In 1988 Swinton was sold to Sun Alliance for £130m and in 2001 it changed hands again when it was acquired by MMA Holdings UK Plc., which is, in turn, owned by Covéa SGAM (Société de Groupe d'Assurance Mutuelle).

In 2002, The Swinton Insurance Group acquired the specialist caravan and motorhome insurer, Safeguard, and in 2004, it acquired Manchester-based insurance group Deansgate Insurance.

By 2008, Swinton had become the third largest insurance retailer in the UK, and the largest in Northern Ireland, managing over three million individual car, home and life insurance policies. Their position in the Northern Ireland market was further bolstered with the acquisition of Open + Direct in 2009.

The Swinton Insurance Group continued their UK-wide acquisition strategy in 2012 with the purchase of Greys Insurance in Burnley. In 2013, they then purchased Stroud based insurers Alexander James Commercial before agreeing a deal to buy the general insurance book of North Wales-based Anderson Insurance Services in 2014 and the Cleethorpes based C H Turner Insurance Consultants.

Chief Executive Christophe Bardet stepped down at the end of December 2014 and was succeeded by Gilles Normand, formerly the CEO of MMA Holdings UK Plc. Gilles Normand stepped down as CEO in October 2018 and was replaced by Scott Kennedy as Managing Director.

The Ardonagh Group purchased Swinton in September 2018 for £165million.

==Advertising==
Swinton Insurance was the first insurance broker to advertise on UK television in the 1960s. In the 1980s, Swinton ran television commercials featuring a 'Man with Big Glasses'.

In the 1990s, Swinton Insurance ran a television commercial campaign featuring characters from the television programme Thunderbirds.

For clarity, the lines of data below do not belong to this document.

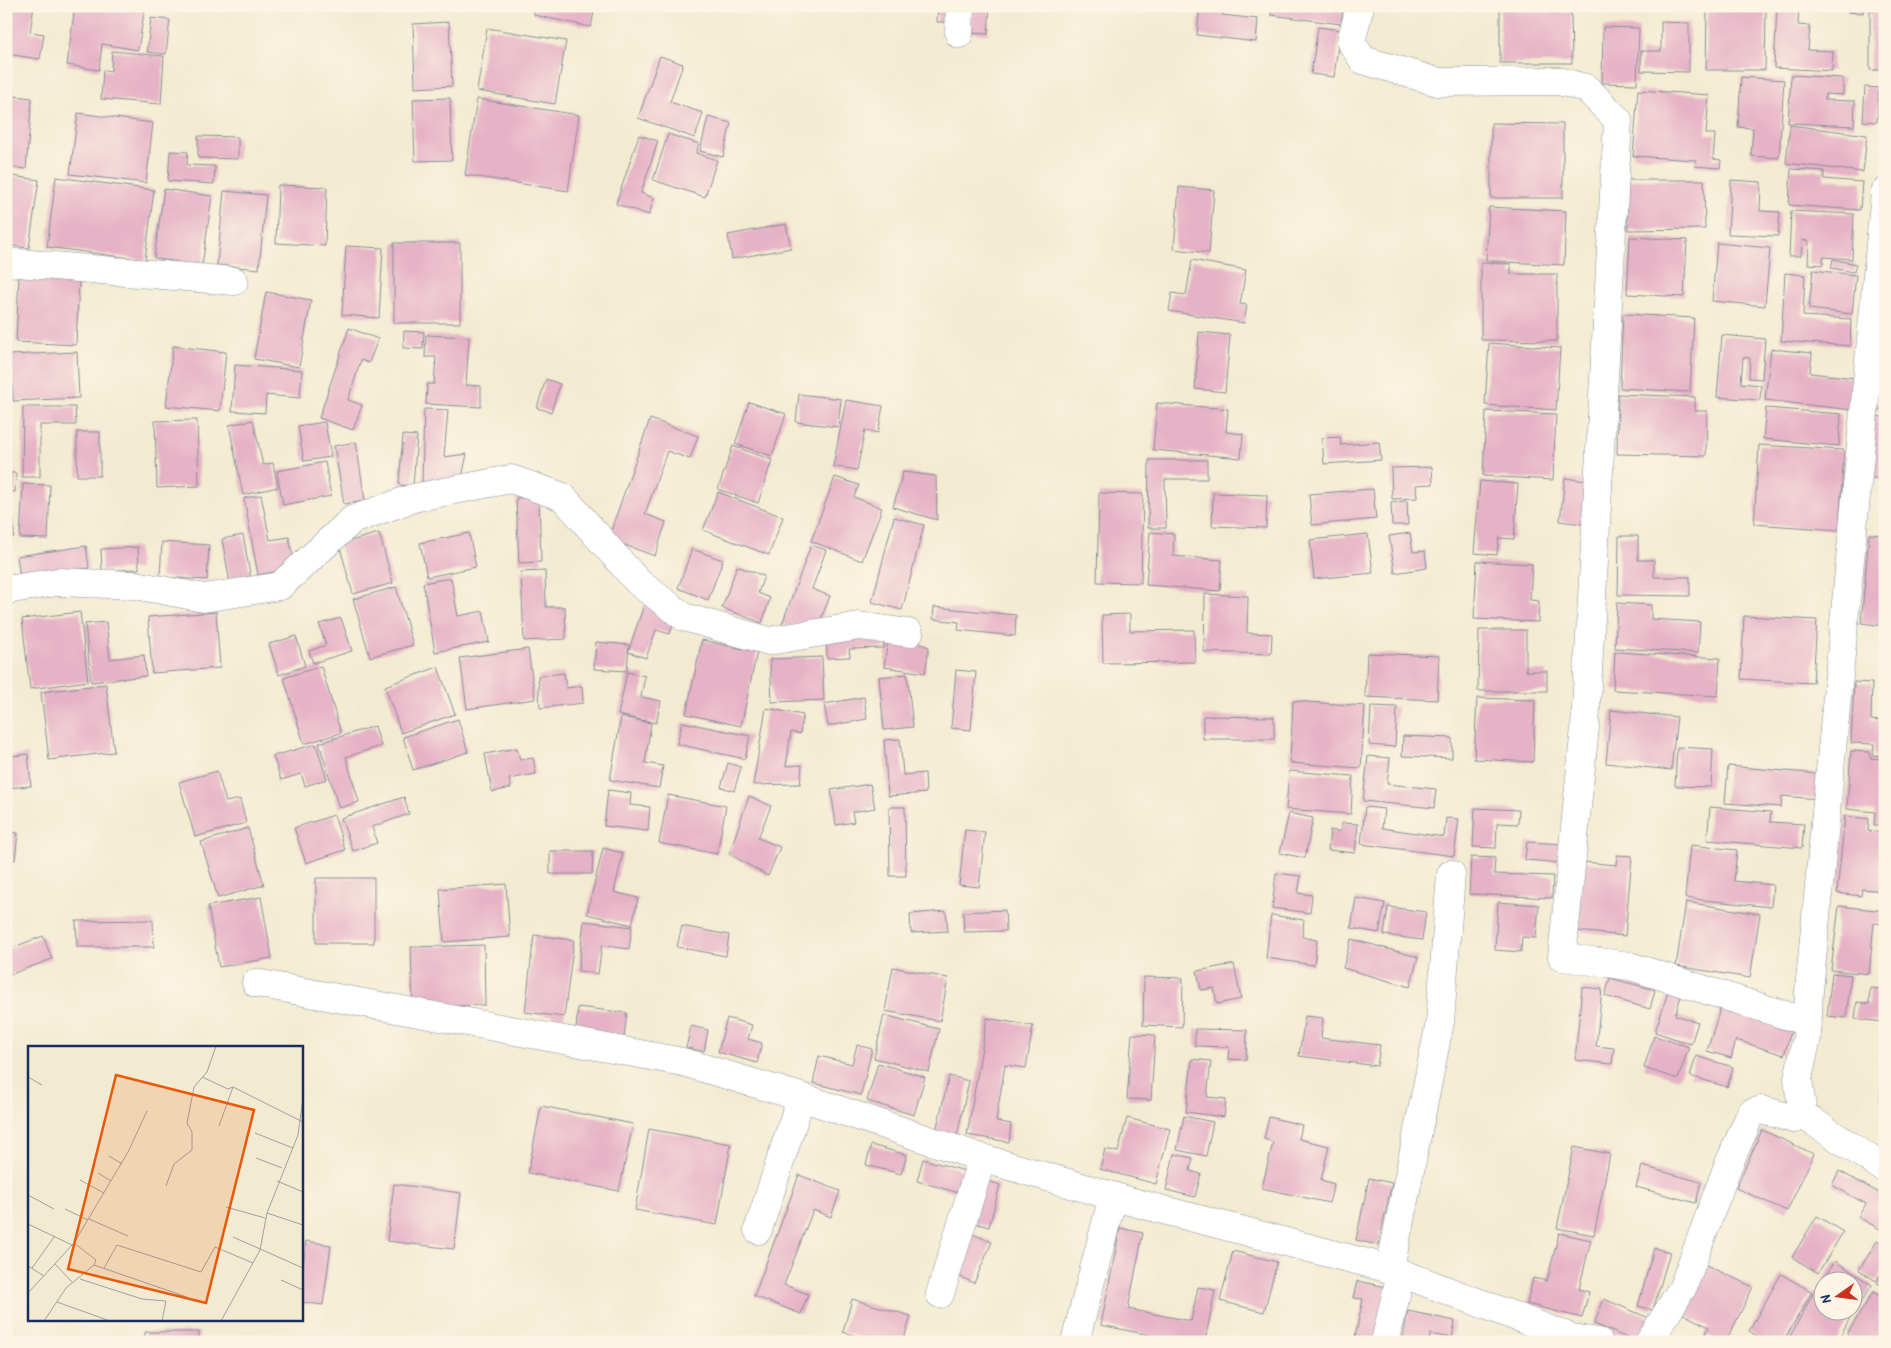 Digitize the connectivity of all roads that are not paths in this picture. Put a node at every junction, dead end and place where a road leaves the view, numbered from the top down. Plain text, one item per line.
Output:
1 (960, 6) edge
2 (1360, 6) edge
3 (959, 34) dead end
4 (1885, 192) edge
5 (6, 262) edge
6 (234, 281) dead end
7 (6, 590) edge
8 (908, 633) dead end
9 (1451, 874) dead end
10 (256, 983) dead end
11 (1807, 1022) junction
12 (801, 1097) junction
13 (1803, 1115) junction
14 (982, 1158) junction
15 (1885, 1169) edge
16 (1113, 1196) junction
17 (758, 1230) dead end
18 (1396, 1271) junction
19 (940, 1294) dead end
20 (1075, 1342) edge
21 (1385, 1342) edge
22 (1599, 1342) edge
23 (1649, 1342) edge

1 - 3 street
2 - 11 street
4 - 11 street
5 - 6 street
7 - 8 street
9 - 18 street
10 - 12 street
11 - 13 street
12 - 14 street
12 - 17 street
13 - 15 street
13 - 23 street
14 - 16 street
14 - 19 street
16 - 18 street
16 - 20 street
18 - 21 street
18 - 22 street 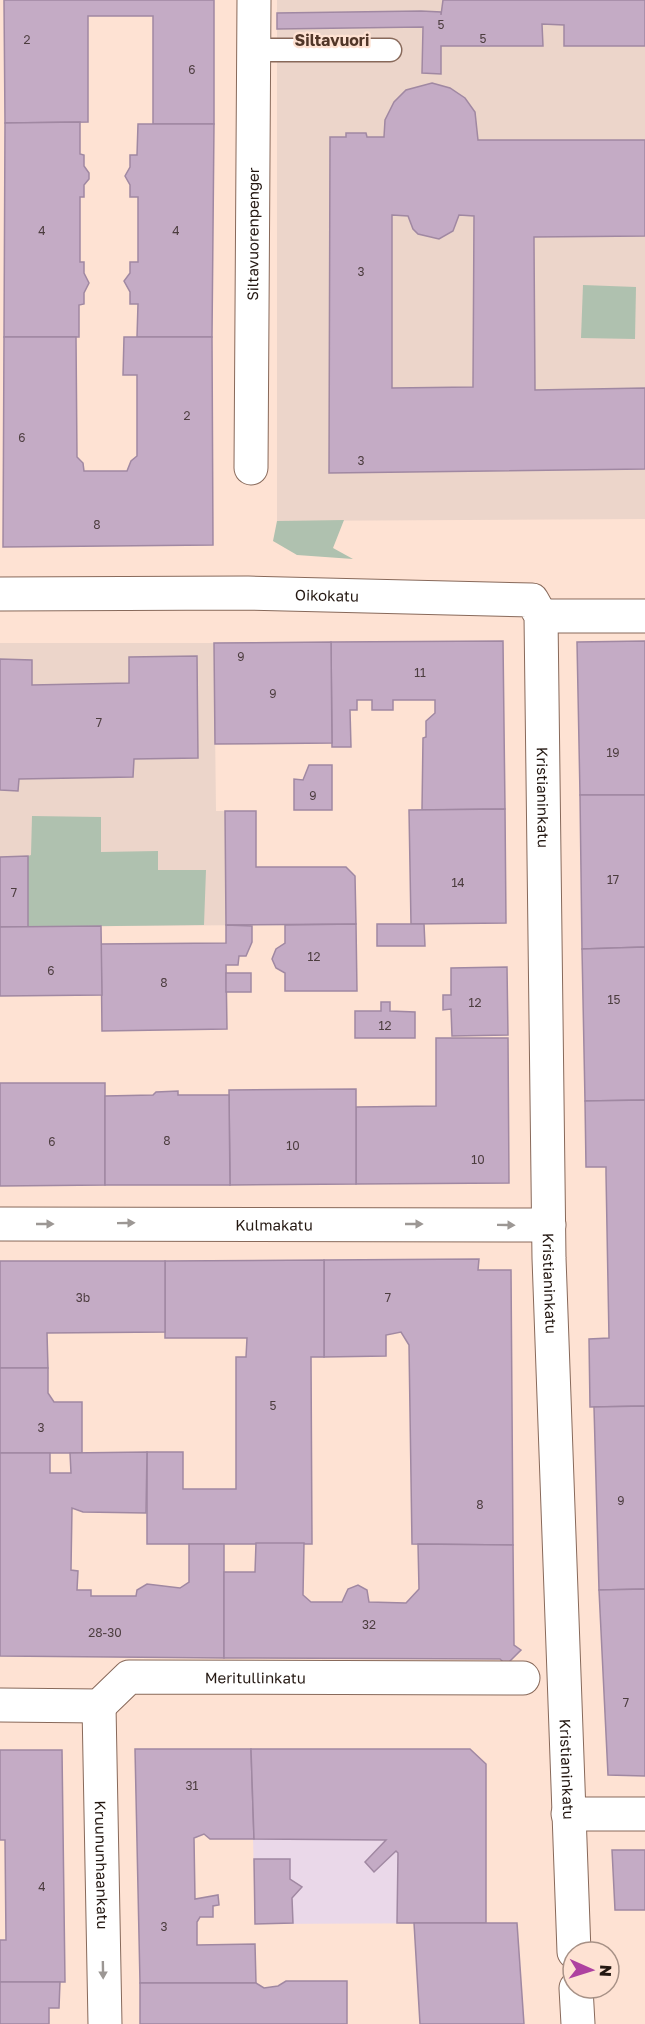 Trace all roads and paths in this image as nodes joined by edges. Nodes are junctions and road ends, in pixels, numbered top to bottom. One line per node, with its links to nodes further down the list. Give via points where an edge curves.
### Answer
1 (254, 0): 2 (street, Siltavuorenpenger)
2 (254, 50): 3 (lane); 4 (street, Siltavuorenpenger)
3 (390, 50)
4 (251, 468)
5 (0, 594): 6 (street, Oikokatu, via 248,593 532,600)
6 (541, 616): 7 (street); 9 (street, Kristianinkatu)
7 (645, 616)
8 (0, 1224): 9 (street, Kulmakatu, one-way to 9)
9 (549, 1225): 13 (street, Kristianinkatu)
10 (523, 1678): 12 (street, Meritullinkatu, via 129,1677)
11 (0, 1705): 12 (street)
12 (99, 1706): 17 (street, Kruununhaankatu, one-way to 17)
13 (568, 1814): 14 (street); 15 (street, Kristianinkatu)
14 (645, 1814)
15 (573, 1940)
16 (577, 2000): 18 (street)
17 (105, 2024)
18 (578, 2024)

Other commercials have featured Emmerdale actor John Middleton and the animated television characters of The Flintstones.

==Controversy==
In 2009, Swinton was fined £770,000 by the Financial Services Authority (FSA) for mis-selling payment protection insurance (PPI) policies. In July 2013, Swinton was fined £7.4m by the Financial Conduct Authority (FCA) in relation to sales of monthly insurance products sold by telephone between April 2010 and April 2012.

Chief Executive Christophe Bardet stated that Swinton had notified these problems to the Financial Services Authority in March 2012 and co-operated fully with the FCA. Swinton acknowledged its shortcomings in its sales practices during the specific period in question, and the company unreservedly apologised to customers. After instigating a full review of the business after his appointment in December 2011, Bardet announced a comprehensive transformation of the business with a three-year, £75m investment programme.

In May 2014, Swinton Insurance was criticised by Welsh Language Commissioner Meri Huws for banning call centre staff from using Welsh when discussing details of financial products with Welsh-speaking customers in Wales.